Чтоб сказку сделать Кафкой
«Русалка» в берлинской Staatsoper
В Берлинской государственной опере «Унтер ден Линден» состоялась премьера «Русалки» Антонина Дворжака в постановке британского дирижера Робина Тиччати и известного венгерского театрального и кинорежиссера Корнеля Мундруцо. Премьерная публика очевидно разделилась в своих реакциях: одни выражали негодование, другие — восхищение. Эсфирь Штейнбок в целом присоединилась ко вторым.
Феноменология оперных «буу» — выражений недовольства зрителей в музыкальном театре — еще ждет отдельного подробного исследования. Как правило, раздражение в зале копится постепенно, и заранее можно лишь гадать, какой силы «буканье» обрушится на творческую группу премьеры во время поклонов — но там оно все-таки адресное, персональное. В солидных оперных домах главная порция негодования достается, как правило, режиссеру. На «Русалке» в зале, заполненном, как часто бывает на премьерах Staatsoper, представителями возрастного бизнес- и политического истеблишмента Берлина, общее раздражение, будто статическое электричество, стало копиться уже вскоре после начала — и первые злые «буу» были посланы действию как таковому еще до антракта, после первой картины оперы Антонина Дворжака.
Интересно, что значительная часть публики даже в видавшем виды Берлине, видимо, по-прежнему ждет, что все будет таким, «как у автора», то есть действие будет происходить в сказочной стране, на берегу озера, возле избушки Бабы-яги, названной здесь Ежибабой. И когда на сцене оказывается сегодняшний Берлин, скорее всего, модный район Пренцлауэр-Берг, где на первом этаже в запущенной большой квартире, гостиную и ванную комнату которой мы вместе с частью подъезда и лестницы видим на сцене, живет компания молодых людей неопределимого рода занятий (то есть парень-Водяной и несколько девушек, одна из которых, панкующая Русалка, явно находится в депрессии и прячется в ванной) — когда премьерная публика все это видит, она испытывает невольное разочарование.

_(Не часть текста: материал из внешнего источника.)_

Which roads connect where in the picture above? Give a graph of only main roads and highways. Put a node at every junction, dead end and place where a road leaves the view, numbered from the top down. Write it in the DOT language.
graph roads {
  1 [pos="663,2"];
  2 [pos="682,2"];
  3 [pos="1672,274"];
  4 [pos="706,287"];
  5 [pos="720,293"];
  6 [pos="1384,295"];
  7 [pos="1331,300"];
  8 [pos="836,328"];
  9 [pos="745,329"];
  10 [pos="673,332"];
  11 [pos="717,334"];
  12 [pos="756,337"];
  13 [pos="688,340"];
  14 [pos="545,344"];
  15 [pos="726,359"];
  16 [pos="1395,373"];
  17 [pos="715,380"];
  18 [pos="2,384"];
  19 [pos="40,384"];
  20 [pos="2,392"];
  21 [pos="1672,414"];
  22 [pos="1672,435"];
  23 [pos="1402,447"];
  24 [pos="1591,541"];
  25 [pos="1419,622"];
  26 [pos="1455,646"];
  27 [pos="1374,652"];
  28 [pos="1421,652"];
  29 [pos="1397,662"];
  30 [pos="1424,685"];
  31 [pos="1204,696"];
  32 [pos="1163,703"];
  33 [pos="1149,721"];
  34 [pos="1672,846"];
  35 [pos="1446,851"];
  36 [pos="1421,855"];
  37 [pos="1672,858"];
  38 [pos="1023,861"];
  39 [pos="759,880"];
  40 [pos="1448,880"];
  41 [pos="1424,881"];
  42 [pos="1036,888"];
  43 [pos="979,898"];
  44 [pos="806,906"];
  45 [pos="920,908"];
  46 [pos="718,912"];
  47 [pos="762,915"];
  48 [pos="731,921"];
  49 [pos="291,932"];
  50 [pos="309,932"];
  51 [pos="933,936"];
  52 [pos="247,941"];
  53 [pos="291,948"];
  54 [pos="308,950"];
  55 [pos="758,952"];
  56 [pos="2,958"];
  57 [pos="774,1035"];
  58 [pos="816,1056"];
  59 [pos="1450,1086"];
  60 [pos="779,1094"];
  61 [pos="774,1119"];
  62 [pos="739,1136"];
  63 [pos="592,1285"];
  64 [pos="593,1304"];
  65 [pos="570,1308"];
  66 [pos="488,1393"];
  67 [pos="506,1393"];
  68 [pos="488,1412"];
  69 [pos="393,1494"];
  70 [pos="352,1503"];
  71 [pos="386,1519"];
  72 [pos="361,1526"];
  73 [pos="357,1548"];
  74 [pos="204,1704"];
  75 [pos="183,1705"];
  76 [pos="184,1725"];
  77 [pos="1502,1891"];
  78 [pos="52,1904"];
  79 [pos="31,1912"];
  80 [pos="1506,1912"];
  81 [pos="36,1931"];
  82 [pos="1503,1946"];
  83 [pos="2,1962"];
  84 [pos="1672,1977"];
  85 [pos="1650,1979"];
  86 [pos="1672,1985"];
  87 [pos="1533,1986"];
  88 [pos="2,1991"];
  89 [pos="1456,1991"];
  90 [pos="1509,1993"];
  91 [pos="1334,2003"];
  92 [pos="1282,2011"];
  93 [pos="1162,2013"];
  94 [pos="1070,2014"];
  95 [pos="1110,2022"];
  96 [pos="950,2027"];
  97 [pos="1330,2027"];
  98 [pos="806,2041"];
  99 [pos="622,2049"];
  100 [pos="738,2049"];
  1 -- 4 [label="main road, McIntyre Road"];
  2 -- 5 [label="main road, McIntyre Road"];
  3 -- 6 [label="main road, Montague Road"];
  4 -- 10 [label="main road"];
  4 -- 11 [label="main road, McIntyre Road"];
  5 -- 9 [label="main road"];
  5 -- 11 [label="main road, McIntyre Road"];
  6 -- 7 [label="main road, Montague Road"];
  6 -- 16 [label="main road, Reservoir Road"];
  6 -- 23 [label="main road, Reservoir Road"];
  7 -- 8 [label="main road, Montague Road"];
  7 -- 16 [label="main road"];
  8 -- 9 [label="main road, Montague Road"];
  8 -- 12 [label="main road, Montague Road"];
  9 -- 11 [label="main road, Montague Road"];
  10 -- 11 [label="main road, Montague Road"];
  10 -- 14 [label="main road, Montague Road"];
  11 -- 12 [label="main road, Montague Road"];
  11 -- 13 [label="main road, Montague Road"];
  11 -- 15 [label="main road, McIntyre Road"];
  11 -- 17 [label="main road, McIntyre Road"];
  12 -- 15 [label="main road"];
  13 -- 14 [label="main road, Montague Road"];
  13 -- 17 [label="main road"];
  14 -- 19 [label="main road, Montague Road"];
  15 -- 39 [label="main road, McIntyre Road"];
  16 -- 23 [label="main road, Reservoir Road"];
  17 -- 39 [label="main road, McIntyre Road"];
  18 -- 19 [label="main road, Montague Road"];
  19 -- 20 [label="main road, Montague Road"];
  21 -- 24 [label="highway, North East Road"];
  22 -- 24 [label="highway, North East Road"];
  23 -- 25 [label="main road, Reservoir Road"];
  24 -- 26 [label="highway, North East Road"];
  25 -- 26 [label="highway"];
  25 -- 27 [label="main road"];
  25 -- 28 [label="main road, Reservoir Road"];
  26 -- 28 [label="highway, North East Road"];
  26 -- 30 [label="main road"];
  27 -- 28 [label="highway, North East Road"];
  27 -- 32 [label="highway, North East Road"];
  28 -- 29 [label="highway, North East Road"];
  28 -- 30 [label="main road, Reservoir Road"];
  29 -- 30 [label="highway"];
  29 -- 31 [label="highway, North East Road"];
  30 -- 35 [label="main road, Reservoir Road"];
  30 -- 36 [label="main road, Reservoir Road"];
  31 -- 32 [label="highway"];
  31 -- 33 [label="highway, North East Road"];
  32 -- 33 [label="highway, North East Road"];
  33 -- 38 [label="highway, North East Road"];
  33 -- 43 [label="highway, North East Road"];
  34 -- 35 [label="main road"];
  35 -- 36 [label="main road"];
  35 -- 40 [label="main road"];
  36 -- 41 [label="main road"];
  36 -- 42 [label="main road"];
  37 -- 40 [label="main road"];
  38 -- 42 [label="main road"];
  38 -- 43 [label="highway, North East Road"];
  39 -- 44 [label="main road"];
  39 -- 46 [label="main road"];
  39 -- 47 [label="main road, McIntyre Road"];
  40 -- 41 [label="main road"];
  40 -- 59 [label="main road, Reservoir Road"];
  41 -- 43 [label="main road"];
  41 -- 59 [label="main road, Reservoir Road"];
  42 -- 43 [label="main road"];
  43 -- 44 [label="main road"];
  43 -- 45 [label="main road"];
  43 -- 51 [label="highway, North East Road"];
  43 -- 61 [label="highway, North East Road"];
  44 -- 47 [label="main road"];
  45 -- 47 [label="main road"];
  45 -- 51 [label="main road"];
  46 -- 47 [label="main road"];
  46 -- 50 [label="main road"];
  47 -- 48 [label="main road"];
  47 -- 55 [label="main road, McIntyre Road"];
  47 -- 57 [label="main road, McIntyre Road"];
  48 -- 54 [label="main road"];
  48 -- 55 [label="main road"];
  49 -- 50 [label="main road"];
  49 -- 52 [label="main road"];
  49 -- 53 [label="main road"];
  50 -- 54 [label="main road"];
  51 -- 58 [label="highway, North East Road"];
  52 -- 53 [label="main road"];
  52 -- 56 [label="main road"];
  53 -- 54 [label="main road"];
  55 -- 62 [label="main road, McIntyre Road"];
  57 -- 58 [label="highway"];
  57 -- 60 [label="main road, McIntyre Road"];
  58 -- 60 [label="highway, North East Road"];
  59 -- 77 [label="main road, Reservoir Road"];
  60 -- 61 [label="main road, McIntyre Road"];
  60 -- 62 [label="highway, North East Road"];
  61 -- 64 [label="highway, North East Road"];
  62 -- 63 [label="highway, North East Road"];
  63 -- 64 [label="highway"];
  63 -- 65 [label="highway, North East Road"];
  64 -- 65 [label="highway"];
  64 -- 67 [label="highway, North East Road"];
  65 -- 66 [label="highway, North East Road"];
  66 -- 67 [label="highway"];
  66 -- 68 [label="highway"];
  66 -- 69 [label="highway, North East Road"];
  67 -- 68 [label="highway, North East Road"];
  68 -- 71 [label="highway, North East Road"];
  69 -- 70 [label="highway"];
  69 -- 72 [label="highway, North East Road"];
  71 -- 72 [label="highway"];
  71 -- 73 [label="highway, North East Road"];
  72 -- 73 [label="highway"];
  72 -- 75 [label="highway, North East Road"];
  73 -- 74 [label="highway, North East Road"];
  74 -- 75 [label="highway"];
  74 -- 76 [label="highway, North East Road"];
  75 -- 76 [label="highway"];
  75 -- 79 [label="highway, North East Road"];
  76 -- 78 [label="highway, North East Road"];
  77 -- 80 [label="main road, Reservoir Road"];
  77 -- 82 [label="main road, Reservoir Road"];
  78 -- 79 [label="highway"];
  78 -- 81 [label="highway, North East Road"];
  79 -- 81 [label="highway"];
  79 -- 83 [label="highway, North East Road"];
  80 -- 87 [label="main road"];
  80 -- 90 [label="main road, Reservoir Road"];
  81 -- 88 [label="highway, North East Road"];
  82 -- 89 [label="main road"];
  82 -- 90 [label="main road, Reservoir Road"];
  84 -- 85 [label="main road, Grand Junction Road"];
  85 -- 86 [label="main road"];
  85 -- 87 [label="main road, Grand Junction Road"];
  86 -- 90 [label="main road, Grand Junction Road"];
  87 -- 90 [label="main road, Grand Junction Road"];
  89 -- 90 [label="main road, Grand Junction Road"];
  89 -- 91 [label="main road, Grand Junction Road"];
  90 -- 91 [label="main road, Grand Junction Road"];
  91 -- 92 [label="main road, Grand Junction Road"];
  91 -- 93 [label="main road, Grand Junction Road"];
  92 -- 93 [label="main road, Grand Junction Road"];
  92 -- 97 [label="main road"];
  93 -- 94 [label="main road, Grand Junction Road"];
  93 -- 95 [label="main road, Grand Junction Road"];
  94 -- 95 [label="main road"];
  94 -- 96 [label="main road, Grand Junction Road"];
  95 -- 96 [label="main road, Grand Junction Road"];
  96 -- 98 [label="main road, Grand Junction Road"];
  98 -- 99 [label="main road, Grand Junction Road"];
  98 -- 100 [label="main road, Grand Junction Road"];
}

Тем более что, когда павильон, придуманный латышской художницей Моникой Пормале (москвичи знают ее прежде всего по легендарным «Рассказам Шукшина» в Театре наций), уезжает вниз, непосредственно над «нехорошей» квартирой оказывается никакой не королевский дворец, а богатый пентхаус с террасой, открытой берлинскому небу. Сосед Русалки сверху, молодой человек, в либретто названный Принцем, служит для нее «социальным лифтом» почти в буквальном смысле этих слов. Соседка по этажу Ежибаба с удовольствием берет на себя роль имиджмейкера — и превращает мечтающую о перемене участи Русалку в похожую на парикмахершу, затянутую во все черное, колючую принцессу-«вамп» с заклеенным ртом: в обществе верхних этажей и вправду лучше помалкивать, чтоб не сболтнуть лишнего. Сосед, тоже запутавшийся в своей личной жизни и конфликтующий с семьей, забирает Русалку с первого этажа на верхний. Но там, среди картин современных художников и дорогой мебели, ее не ждет счастье. Причем не только простое человеческое, но и женское: судя по тому, как нежно она поглаживает полуголых юношей на висящей на стене картине, как женщина она Принцу не интересна. Впрочем, когда и он ласково трогает ту же картину, пространство для интерпретации причин расстроившейся свадьбы еще больше расширяется.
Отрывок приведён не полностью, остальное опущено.